The biggest news from Q1 earnings was that Palantir achieved GAAP profitability for the second quarter in a row. The stock shot up 30% on this news and a week later is still hovering in the mid $9s. I honestly did not expect it to hold at this level given previous earnings pumps and dumps, but I’ve been pleasantly surprised (and upset, because if it gets back to 7 again…backing up the truck.)
Wall Street is emphasizing profitability over growth. In 2020, you could show profitability 20 years in the future and get a massive valuation since interest rates were zero. As the Federal Reserve has decided to raise rates to above 5%, companies have to show they can get profitable to gain investor interest in a very uncertain macroeconomic environment. Palantir guided to be GAAP profitable in every quarter of 2023, which means we will likely see them get into the S&P 500 index fund by 2024, creating more buying pressure on the stock from thousands of institutions around the world. What was even more surprising was Palantir brought in $4M of income from operations - meaning the actual business brought in profit, not just any external factors (like the $17M they generated from short term treasuries) in order to generate net income. Palantir is officially profitable.

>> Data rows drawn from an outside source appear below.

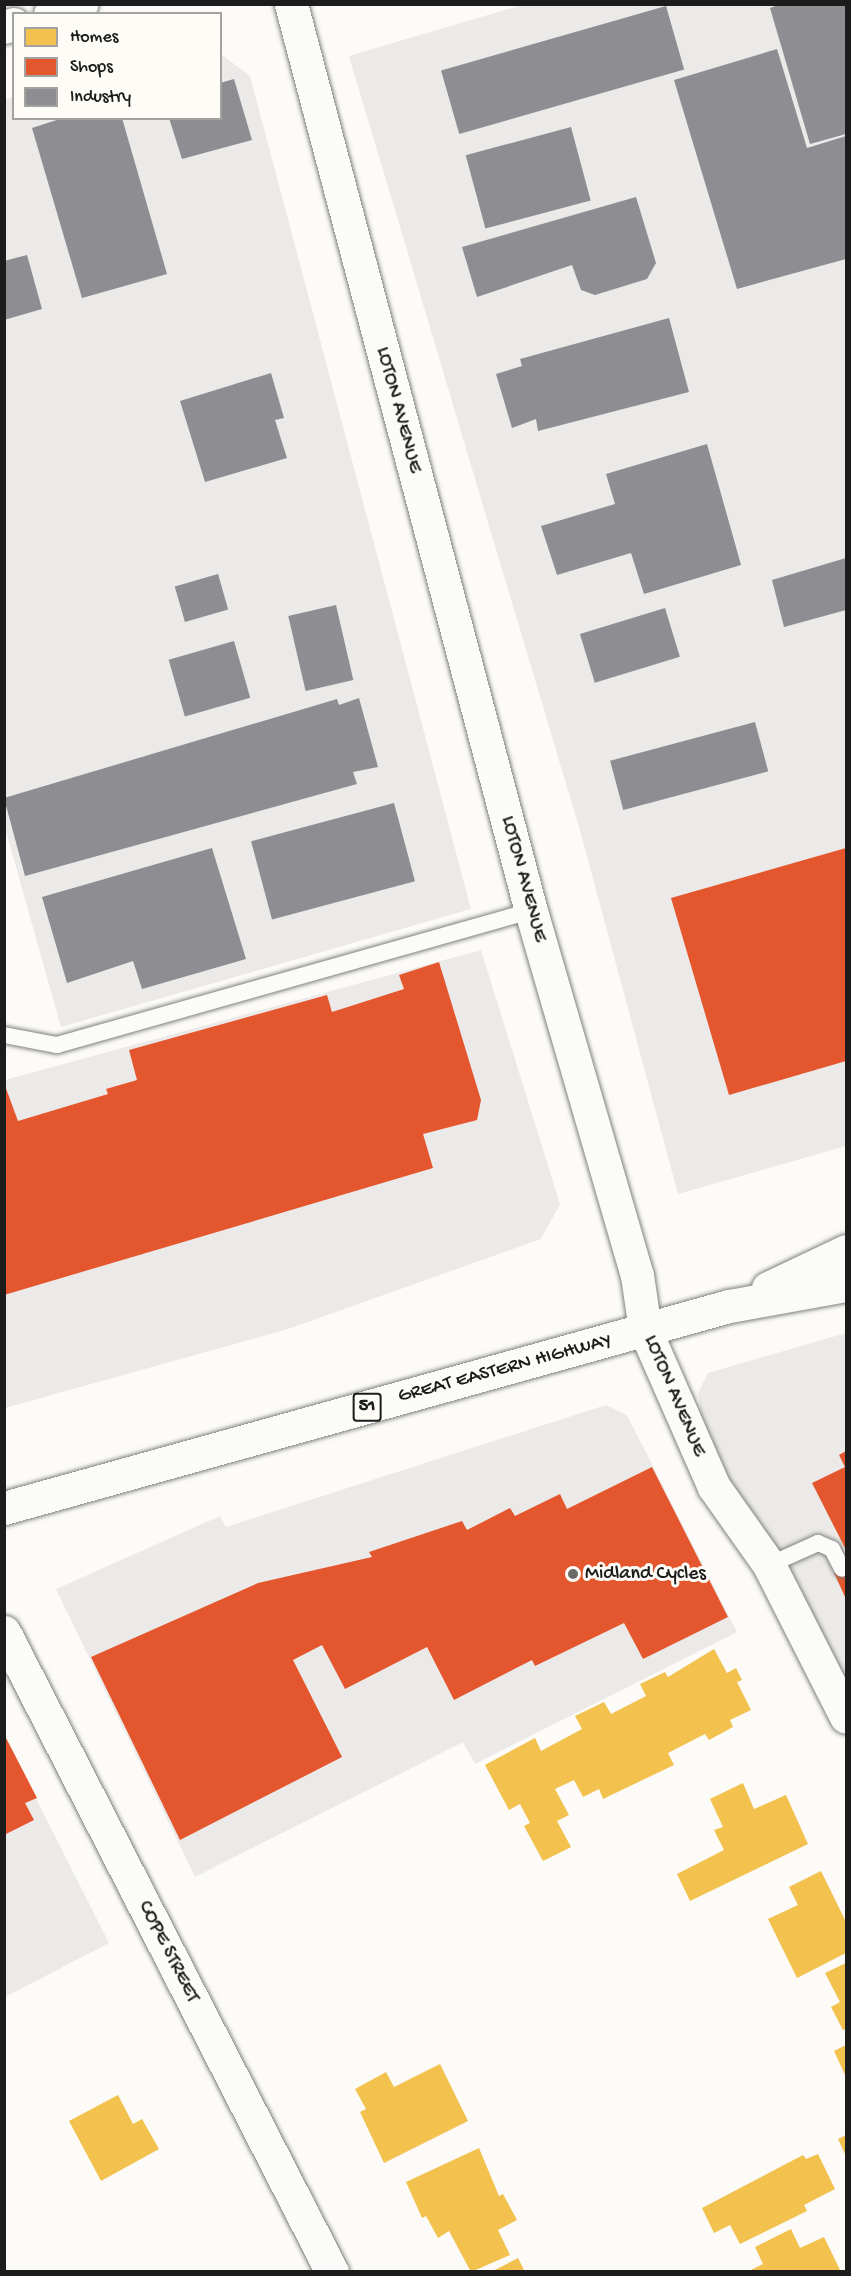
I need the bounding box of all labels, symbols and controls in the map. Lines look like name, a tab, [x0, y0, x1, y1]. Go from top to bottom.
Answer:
legend	[12, 12, 222, 120]
text: Homes	[70, 27, 118, 48]
text: Shops	[70, 57, 113, 78]
text: Industry	[70, 87, 131, 108]
street label: LOTON AVENUE	[370, 344, 426, 476]
street label: LOTON AVENUE	[495, 813, 551, 945]
street label: GREAT EASTERN HIGHWAY	[396, 1329, 614, 1409]
street label: LOTON AVENUE	[638, 1332, 710, 1460]
road number: 51	[352, 1392, 382, 1422]
place label: Midland Cycles	[585, 1562, 706, 1586]
marker: Midland Cycles	[566, 1567, 580, 1581]
street label: COPE STREET	[132, 1897, 204, 2007]

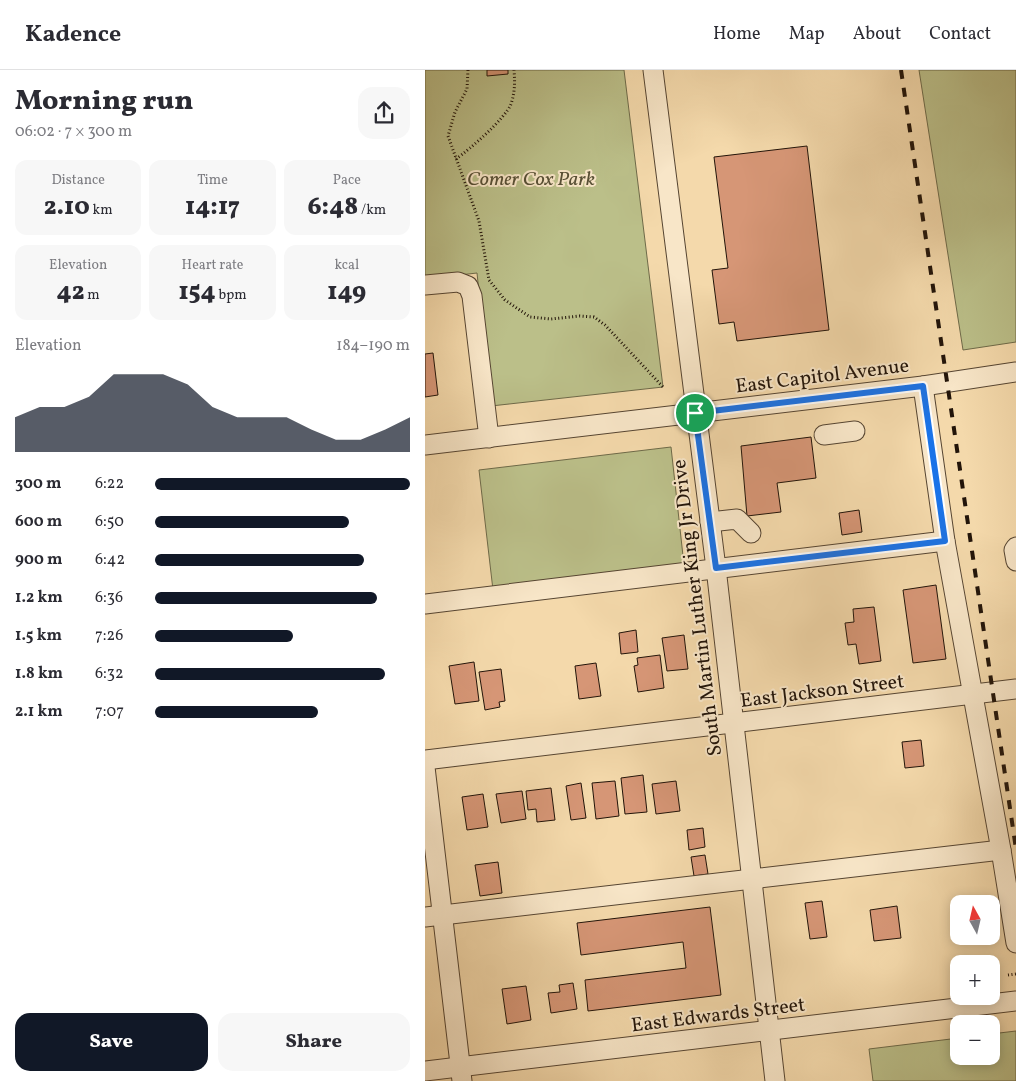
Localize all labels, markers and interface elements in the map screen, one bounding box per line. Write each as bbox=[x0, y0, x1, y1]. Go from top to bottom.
text: Kadence bbox=[25, 18, 121, 52]
text: Home bbox=[713, 22, 761, 47]
text: Map bbox=[789, 22, 825, 47]
text: About bbox=[853, 22, 901, 47]
text: Contact bbox=[929, 22, 991, 47]
text: Morning run bbox=[15, 82, 193, 121]
button: share bbox=[358, 87, 410, 139]
text: 06:02 · 7 × 300 m bbox=[15, 121, 132, 143]
park label: Comer Cox Park bbox=[467, 166, 595, 194]
text: Distance bbox=[51, 171, 105, 190]
text: Time bbox=[197, 171, 228, 190]
text: Pace bbox=[333, 171, 361, 190]
text: 2.10 bbox=[44, 190, 90, 225]
text: 14:17 bbox=[185, 190, 240, 225]
text: 6:48 bbox=[307, 190, 358, 225]
text: km bbox=[90, 201, 113, 220]
text: /km bbox=[358, 201, 386, 220]
text: Elevation bbox=[49, 256, 107, 275]
text: Heart rate bbox=[182, 256, 243, 275]
text: kcal bbox=[334, 256, 359, 275]
text: 42 bbox=[57, 275, 85, 310]
text: 154 bbox=[178, 275, 216, 310]
text: 149 bbox=[327, 275, 366, 310]
text: m bbox=[85, 286, 100, 305]
text: bpm bbox=[216, 286, 247, 305]
text: Elevation bbox=[15, 335, 82, 357]
text: 184–190 m bbox=[336, 335, 410, 357]
street label: East Capitol Avenue bbox=[734, 352, 911, 402]
pin bbox=[674, 392, 716, 434]
icon: arrive bbox=[681, 399, 709, 427]
street label: South Martin Luther King Jr Drive bbox=[666, 458, 730, 758]
text: 300 m bbox=[15, 473, 61, 495]
text: 6:22 bbox=[95, 473, 124, 495]
text: 600 m bbox=[15, 511, 62, 533]
text: 6:50 bbox=[95, 511, 124, 533]
text: 900 m bbox=[15, 549, 63, 571]
text: 6:42 bbox=[95, 549, 125, 571]
text: 1.2 km bbox=[15, 587, 63, 609]
text: 6:36 bbox=[95, 587, 123, 609]
text: 1.5 km bbox=[15, 625, 62, 647]
text: 7:26 bbox=[95, 625, 123, 647]
text: 1.8 km bbox=[15, 663, 63, 685]
text: 6:32 bbox=[95, 663, 124, 685]
street label: East Jackson Street bbox=[739, 668, 906, 716]
text: 2.1 km bbox=[15, 701, 63, 723]
text: 7:07 bbox=[95, 701, 124, 723]
north arrow bbox=[950, 895, 1000, 945]
map controls bbox=[950, 895, 1000, 1065]
button: + bbox=[950, 955, 1000, 1005]
street label: East Edwards Street bbox=[630, 991, 807, 1041]
button: Save bbox=[15, 1013, 208, 1071]
button: Share bbox=[218, 1013, 410, 1071]
button: − bbox=[950, 1015, 1000, 1065]

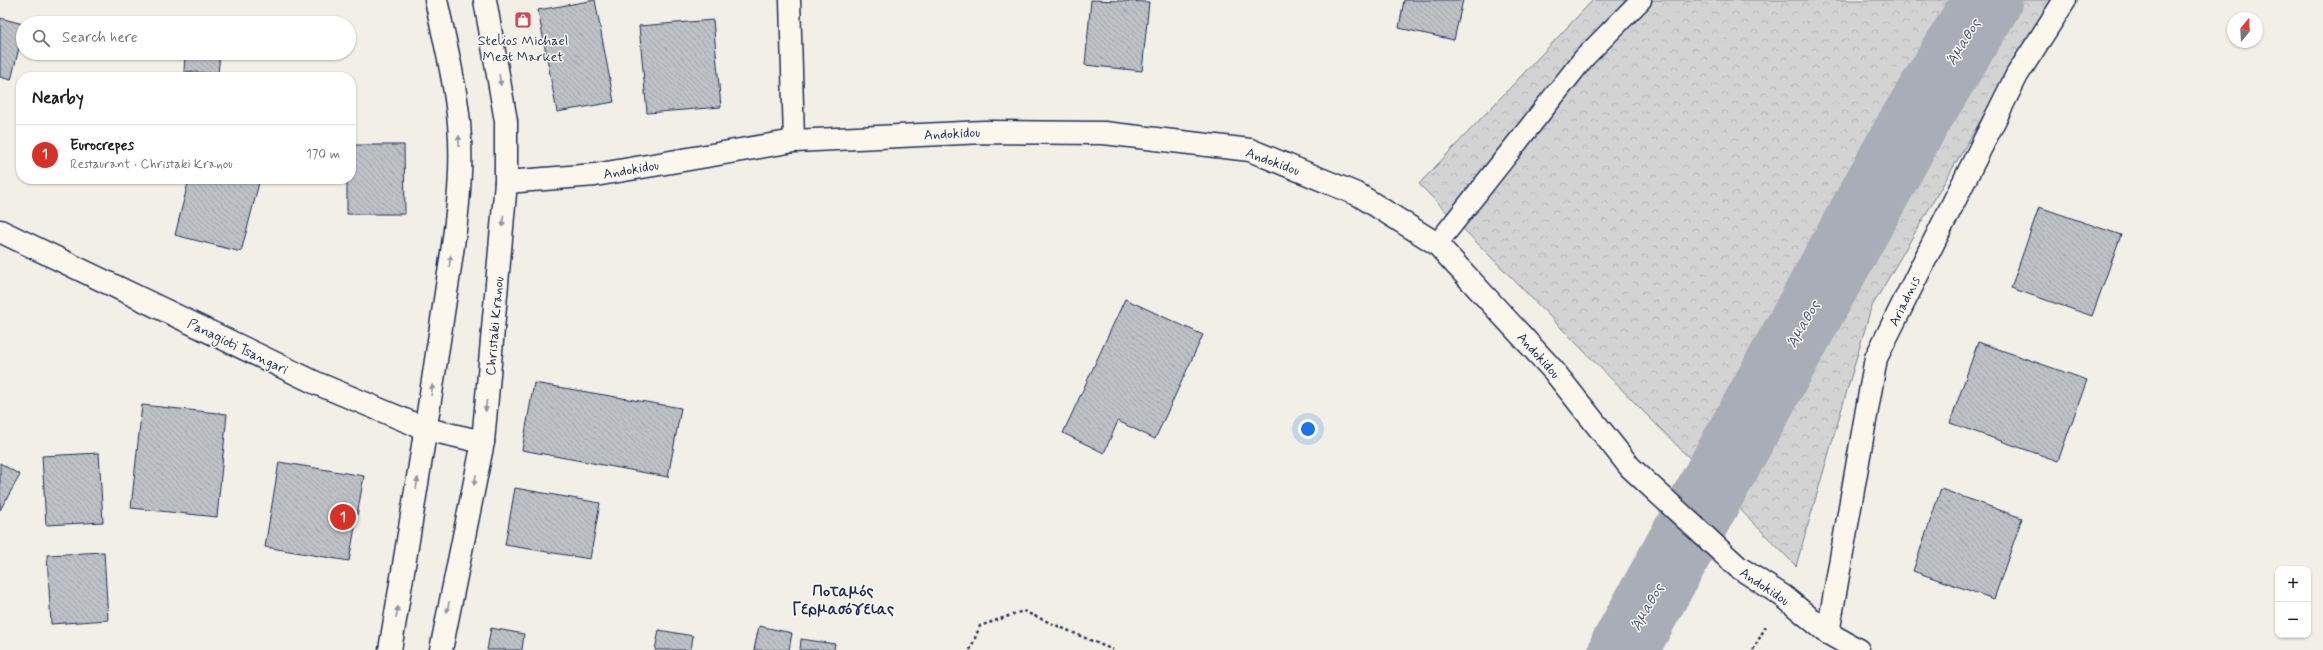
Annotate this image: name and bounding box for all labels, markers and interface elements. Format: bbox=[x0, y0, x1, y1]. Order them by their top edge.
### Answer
shop icon: Stelios Michael Meat Market bbox=[513, 10, 533, 30]
north arrow bbox=[2227, 12, 2263, 48]
water label: Άμαθος bbox=[1942, 14, 1986, 70]
search box bbox=[16, 16, 356, 60]
icon: search bbox=[30, 27, 52, 49]
text: Search here bbox=[62, 28, 138, 48]
place label: Stelios Michael Meat Market bbox=[478, 32, 568, 66]
one-way arrow bbox=[497, 73, 503, 86]
text: Nearby bbox=[32, 87, 84, 109]
street label: Andokidou bbox=[923, 124, 981, 144]
one-way arrow bbox=[456, 134, 462, 147]
text: Eurocrepes bbox=[70, 136, 134, 156]
street label: Andokidou bbox=[1243, 144, 1302, 180]
text: 1 bbox=[42, 146, 48, 163]
text: 170 m bbox=[306, 146, 340, 163]
text: Restaurant · Christaki Kranou bbox=[70, 156, 233, 173]
street label: Andokidou bbox=[602, 156, 661, 184]
one-way arrow bbox=[500, 215, 507, 227]
one-way arrow bbox=[447, 255, 453, 267]
street label: Ariadnis bbox=[1885, 273, 1925, 329]
street label: Christaki Kranou bbox=[482, 276, 508, 376]
water label: Άμαθος bbox=[1783, 296, 1826, 352]
street label: Panagioti Tsangari bbox=[184, 315, 291, 380]
street label: Andokidou bbox=[1513, 329, 1564, 383]
one-way arrow bbox=[429, 384, 435, 396]
one-way arrow bbox=[483, 400, 490, 412]
your location bbox=[1298, 419, 1318, 439]
one-way arrow bbox=[471, 474, 477, 486]
one-way arrow bbox=[414, 477, 420, 489]
pin: 1 bbox=[330, 502, 356, 532]
street label: Andokidou bbox=[1736, 564, 1793, 610]
map controls bbox=[2275, 566, 2311, 638]
button: + bbox=[2275, 566, 2311, 602]
water label: Άμαθος bbox=[1627, 579, 1670, 635]
district label: Ποταμός Γερμασόγειας bbox=[792, 581, 894, 620]
one-way arrow bbox=[445, 601, 451, 613]
button: − bbox=[2275, 602, 2311, 638]
one-way arrow bbox=[394, 605, 400, 618]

US Commercial Remains Strong, International Is Struggling
Alex Karp has consistently said over the past few months that the US commercial business is “growing like a weed.” He has not been lying. US commercial continues to grow very well and is what led to Palantir beating on their earnings estimate of 506M by 19M to bring in 525M. It seems like American businesses, even in this uncertain time, are seeing the value of Palantir’s software in plain English and are deciding to buy the software to help their businesses. Even BP came out on their recent earnings and said that the cost for them to find barrels of oil has gone down from $14 to $6 simply because of the digital transformation Palantir provided. International growth is not going well, growing at 10% annually. Karp was asked about this in the call and simply said that if international continues to not grow the way they’d like, then they’ll just scale back employees and double down on what is working. I can’t be too upset about this - it is hard for international companies to immediately adapt to changing times, especially with economic uncertainty, so if the US business is what’s going to continue to make them GAAP profitable, then Palantir should double down and hope for when times get better to tackle larger international clients.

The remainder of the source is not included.